ASR Inference#

Perform automatic speech recognition (ASR) on audio files using NeMo Framework models. The ASR inference stage transcribes audio into text, enabling downstream quality assessment and text processing workflows.

How it Works#

The InferenceAsrNemoStage processes AudioBatch objects by:

Input Validation: Verifies required attributes and data structure
Model Loading: Downloads and initializes NeMo ASR models on GPU or CPU
Batch Processing: Groups audio files for efficient inference
Transcription: Generates text predictions for each audio file
Output Creation: Returns AudioBatch with original data plus predicted transcriptions

Basic Usage#

Simple ASR Inference#

from nemo_curator.stages.audio.inference.asr_nemo import InferenceAsrNemoStage
from nemo_curator.stages.resources import Resources

# Create ASR inference stage
asr_stage = InferenceAsrNemoStage(
    model_name="nvidia/stt_en_fastconformer_hybrid_large_pc",
    filepath_key="audio_filepath",
    pred_text_key="pred_text"
)

# Configure for GPU processing
asr_stage = asr_stage.with_(
    resources=Resources(gpus=1.0),
    batch_size=16
)

Multilingual ASR#

# Use language-specific models
language_models = {
    "en_us": "nvidia/stt_en_fastconformer_hybrid_large_pc",
    "es_419": "nvidia/stt_es_fastconformer_hybrid_large_pc", 
    "hy_am": "nvidia/stt_hy_fastconformer_hybrid_large_pc",
}

# Create stage for Armenian
armenian_asr = InferenceAsrNemoStage(
    model_name=language_models["hy_am"]
)

Configuration Options#

Model Selection#

NeMo Framework provides ready-to-use ASR models for several languages and domains:

# Domain-specific models
models = {
    "general": "nvidia/stt_en_fastconformer_hybrid_large_pc",
    "telephony": "nvidia/stt_en_fastconformer_telephony_large",
    "streaming": "nvidia/stt_en_fastconformer_streaming_large",
}

Resource Configuration#

from nemo_curator.stages.resources import Resources

# GPU configuration
asr_stage = asr_stage.with_(
    resources=Resources(
        gpus=1.0,           # Number of GPUs (multi-GPU aware stages)
        cpus=4.0            # CPU cores
    )
)

# Alternatively, request fractional single-GPU memory (do not combine with gpus):
# asr_stage = asr_stage.with_(resources=Resources(cpus=4.0, gpu_memory_gb=16.0))

Batch Processing#

# Optimize batch size based on GPU memory
asr_stage = asr_stage.with_(
    batch_size=32  # Larger batches improve GPU utilization
)

Note

batch_size controls the number of tasks the executor groups per call. The ASR stage does not define process_batch(); the executor batches tasks.

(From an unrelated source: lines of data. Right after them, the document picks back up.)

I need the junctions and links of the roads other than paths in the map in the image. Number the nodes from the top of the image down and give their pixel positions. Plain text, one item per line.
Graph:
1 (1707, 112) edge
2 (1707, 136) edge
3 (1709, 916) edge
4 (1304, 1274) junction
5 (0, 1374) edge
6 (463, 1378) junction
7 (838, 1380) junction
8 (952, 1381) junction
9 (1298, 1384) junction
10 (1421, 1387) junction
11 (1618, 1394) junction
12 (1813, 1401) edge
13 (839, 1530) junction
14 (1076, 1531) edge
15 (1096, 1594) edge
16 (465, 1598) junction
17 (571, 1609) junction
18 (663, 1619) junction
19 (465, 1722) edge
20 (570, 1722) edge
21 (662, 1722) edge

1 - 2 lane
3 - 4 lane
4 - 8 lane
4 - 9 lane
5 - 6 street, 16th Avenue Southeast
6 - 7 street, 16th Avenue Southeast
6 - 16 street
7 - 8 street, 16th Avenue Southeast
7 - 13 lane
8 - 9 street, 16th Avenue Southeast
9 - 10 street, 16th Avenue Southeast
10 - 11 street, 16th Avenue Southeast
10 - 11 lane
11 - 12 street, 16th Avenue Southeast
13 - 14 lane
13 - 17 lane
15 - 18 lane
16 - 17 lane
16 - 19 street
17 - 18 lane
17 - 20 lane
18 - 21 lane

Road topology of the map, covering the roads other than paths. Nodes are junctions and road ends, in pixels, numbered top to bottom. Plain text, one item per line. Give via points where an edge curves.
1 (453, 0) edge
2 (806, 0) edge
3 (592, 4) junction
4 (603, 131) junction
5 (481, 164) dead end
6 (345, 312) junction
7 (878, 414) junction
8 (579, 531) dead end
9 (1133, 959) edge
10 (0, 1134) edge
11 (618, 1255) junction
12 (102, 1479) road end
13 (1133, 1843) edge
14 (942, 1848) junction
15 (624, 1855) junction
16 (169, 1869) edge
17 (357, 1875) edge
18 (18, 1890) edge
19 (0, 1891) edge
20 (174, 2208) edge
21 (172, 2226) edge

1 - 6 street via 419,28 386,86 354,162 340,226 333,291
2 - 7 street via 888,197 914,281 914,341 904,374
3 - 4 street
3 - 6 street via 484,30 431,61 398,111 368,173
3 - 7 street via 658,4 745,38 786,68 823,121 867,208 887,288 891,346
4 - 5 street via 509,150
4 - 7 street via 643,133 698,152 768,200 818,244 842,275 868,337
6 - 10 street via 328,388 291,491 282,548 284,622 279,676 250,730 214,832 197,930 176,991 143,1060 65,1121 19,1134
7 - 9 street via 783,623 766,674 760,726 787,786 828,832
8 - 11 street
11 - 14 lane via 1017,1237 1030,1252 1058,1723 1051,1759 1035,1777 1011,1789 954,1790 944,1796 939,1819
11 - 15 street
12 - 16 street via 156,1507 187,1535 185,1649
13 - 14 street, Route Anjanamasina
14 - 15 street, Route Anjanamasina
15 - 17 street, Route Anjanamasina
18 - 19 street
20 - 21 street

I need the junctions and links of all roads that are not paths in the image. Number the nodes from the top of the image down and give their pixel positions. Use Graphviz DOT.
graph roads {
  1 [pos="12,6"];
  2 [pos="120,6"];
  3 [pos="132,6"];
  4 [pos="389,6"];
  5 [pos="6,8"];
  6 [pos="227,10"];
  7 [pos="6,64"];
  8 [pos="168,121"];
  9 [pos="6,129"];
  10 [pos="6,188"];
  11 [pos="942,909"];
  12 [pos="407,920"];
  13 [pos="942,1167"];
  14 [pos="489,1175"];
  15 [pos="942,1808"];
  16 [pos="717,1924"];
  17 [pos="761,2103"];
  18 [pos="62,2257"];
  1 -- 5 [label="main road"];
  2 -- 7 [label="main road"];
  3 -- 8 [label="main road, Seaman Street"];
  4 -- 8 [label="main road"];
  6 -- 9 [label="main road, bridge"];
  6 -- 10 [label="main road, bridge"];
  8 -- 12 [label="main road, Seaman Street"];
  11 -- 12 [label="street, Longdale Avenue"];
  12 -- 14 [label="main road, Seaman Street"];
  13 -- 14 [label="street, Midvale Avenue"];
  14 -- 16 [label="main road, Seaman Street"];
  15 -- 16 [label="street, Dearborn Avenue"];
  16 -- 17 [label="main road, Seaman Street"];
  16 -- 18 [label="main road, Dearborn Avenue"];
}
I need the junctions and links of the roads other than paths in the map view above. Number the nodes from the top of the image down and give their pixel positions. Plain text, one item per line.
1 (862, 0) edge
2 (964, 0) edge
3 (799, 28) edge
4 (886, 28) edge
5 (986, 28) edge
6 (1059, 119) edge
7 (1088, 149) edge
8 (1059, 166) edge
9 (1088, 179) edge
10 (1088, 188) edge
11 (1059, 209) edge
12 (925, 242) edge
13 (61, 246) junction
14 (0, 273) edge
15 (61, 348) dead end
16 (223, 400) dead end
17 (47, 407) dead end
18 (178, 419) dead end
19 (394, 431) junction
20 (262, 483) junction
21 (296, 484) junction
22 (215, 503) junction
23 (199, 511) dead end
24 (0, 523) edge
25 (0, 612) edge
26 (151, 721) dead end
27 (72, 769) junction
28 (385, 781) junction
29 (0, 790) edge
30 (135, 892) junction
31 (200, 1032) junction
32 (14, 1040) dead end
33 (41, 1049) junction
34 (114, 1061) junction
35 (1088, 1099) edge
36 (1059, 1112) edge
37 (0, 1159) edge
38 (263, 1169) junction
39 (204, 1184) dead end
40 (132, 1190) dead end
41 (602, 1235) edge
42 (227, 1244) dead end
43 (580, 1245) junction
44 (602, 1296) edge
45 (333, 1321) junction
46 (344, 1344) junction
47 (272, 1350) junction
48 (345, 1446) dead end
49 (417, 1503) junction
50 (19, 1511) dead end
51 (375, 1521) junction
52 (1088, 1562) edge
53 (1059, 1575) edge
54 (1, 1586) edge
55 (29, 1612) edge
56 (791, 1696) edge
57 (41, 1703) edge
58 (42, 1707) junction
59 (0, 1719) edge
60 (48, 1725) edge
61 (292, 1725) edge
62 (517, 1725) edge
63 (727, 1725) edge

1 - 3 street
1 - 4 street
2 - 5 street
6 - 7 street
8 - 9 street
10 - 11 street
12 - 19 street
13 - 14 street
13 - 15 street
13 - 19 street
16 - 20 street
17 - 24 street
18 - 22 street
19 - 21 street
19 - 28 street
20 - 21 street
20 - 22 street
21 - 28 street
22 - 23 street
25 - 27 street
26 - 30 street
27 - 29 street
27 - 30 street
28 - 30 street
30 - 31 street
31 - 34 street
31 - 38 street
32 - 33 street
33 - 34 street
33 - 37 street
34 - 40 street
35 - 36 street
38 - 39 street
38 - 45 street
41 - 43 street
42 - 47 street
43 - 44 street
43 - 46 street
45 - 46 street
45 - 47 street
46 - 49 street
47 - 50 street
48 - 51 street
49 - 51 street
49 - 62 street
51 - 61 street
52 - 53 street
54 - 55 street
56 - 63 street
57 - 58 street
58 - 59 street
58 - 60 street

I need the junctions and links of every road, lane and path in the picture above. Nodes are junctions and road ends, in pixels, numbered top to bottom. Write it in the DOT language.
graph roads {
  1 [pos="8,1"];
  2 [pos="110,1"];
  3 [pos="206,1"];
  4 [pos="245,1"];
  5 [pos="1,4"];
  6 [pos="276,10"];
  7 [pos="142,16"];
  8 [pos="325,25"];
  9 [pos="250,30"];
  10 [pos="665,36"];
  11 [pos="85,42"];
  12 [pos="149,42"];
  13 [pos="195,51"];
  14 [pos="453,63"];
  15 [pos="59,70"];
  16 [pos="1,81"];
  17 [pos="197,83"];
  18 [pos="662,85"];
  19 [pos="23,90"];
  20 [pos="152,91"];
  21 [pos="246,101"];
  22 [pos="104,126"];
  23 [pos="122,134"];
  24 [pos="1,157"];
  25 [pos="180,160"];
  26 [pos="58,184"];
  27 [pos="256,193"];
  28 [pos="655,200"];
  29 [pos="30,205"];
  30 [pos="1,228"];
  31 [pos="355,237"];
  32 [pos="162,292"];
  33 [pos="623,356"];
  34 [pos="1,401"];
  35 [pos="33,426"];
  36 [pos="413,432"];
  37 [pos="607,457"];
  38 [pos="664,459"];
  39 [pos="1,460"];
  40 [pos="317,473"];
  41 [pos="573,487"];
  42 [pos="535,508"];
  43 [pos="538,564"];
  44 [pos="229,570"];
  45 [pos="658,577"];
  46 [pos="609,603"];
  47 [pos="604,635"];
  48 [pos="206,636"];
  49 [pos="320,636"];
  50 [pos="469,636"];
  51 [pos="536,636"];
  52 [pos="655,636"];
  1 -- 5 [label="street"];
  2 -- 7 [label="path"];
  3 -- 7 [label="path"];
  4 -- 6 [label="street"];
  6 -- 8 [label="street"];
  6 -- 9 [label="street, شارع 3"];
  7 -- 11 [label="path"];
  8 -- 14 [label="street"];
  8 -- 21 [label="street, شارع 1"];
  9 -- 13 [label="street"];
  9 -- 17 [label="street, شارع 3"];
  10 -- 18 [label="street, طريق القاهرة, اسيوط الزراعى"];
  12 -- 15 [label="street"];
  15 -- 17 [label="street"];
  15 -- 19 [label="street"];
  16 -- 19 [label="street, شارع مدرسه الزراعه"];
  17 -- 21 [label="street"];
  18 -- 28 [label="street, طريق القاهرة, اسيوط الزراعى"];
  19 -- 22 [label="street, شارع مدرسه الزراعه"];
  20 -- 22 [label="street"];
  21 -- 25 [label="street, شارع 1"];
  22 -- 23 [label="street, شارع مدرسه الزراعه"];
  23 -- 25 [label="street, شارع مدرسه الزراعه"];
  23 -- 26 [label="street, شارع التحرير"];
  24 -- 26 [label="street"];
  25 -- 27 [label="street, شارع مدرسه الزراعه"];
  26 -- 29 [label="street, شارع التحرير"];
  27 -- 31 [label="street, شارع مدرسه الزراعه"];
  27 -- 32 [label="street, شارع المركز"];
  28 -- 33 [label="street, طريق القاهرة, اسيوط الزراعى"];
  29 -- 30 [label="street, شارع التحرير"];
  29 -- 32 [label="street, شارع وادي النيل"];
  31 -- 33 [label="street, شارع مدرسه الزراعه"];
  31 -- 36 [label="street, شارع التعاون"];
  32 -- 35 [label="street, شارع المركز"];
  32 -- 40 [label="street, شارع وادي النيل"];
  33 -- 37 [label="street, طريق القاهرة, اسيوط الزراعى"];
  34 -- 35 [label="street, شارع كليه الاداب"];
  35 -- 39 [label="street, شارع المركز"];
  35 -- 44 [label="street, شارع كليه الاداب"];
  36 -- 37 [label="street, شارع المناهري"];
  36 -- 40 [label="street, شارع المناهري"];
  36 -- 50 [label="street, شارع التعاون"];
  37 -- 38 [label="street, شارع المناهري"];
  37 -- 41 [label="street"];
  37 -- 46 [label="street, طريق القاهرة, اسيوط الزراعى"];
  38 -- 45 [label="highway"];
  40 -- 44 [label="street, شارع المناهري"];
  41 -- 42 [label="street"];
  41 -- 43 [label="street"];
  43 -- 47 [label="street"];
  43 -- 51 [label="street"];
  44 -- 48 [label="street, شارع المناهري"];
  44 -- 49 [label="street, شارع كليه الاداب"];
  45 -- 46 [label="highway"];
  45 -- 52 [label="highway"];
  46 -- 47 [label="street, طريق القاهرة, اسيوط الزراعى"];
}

Within a single AudioBatch, process() transcribes the file paths together.

Input Requirements#

AudioBatch Format#

Data loading stages create input AudioBatch objects that must contain:

# AudioBatch structure (created automatically by loading stages)
# Each item in the batch contains:
{
    "audio_filepath": "/path/to/audio1.wav",
    # Optional: existing metadata
    "duration": 5.2,
    "language": "en"
}

Audio File Requirements#

Supported Formats: Determined by the selected NeMo ASR model; refer to the NeMo ASR documentation.
Sample Rates: Typically 16 kHz; refer to the model card for details.
Channels: Mono or stereo; channel handling (for example, down-mixing) depends on the model.
Duration: Long files may require manual chunking before inference.

Output Structure#

The ASR stage adds predicted transcriptions to each audio sample:

# Output AudioBatch structure
{
    "audio_filepath": "/path/to/audio1.wav",
    "pred_text": "this is the predicted transcription",
    "duration": 5.2,  # Preserved from input
    "language": "en"  # Preserved from input
}

Error Handling#

Model Loading Errors#

try:
    asr_stage.setup()
except RuntimeError as e:
    print(f"Failed to load ASR model: {e}")
    # Fallback to CPU or different model

Processing Errors#

Processing behavior:

Input structure validation: The stage uses validate_input() to check required attributes/columns and raises ValueError if they are missing.
Model loading failures: setup() raises RuntimeError if model download or initialization fails.
No automatic retries or auto-tuning: The stage does not perform automatic batch size reduction or network retries.
Missing files: AudioBatch.validate() may log file-existence warnings when code creates tasks; the stage does not auto-skip files.

Performance Optimization#

GPU Memory Management#

# For large models or limited GPU memory
asr_stage = InferenceAsrNemoStage(
    model_name="nvidia/stt_en_fastconformer_hybrid_large_pc"
).with_(
    batch_size=8,  # Reduce batch size
    resources=Resources(gpus=0.5)  # Share GPU resources
)

Distributed Processing#

from nemo_curator.backends.xenna import XennaExecutor

# Configure executor (refer to Pipeline Execution Backends)
executor = XennaExecutor(
    config={
        "execution_mode": "streaming",
        "logging_interval": 60,
        "ignore_failures": False
    }
)

Integration Examples#

Complete Audio-to-Text Pipeline#

from nemo_curator.pipeline import Pipeline
from nemo_curator.stages.audio.io.convert import AudioToDocumentStage

pipeline = Pipeline(name="audio_to_text")

# ASR inference
pipeline.add_stage(asr_stage)

# Convert to text format
pipeline.add_stage(AudioToDocumentStage())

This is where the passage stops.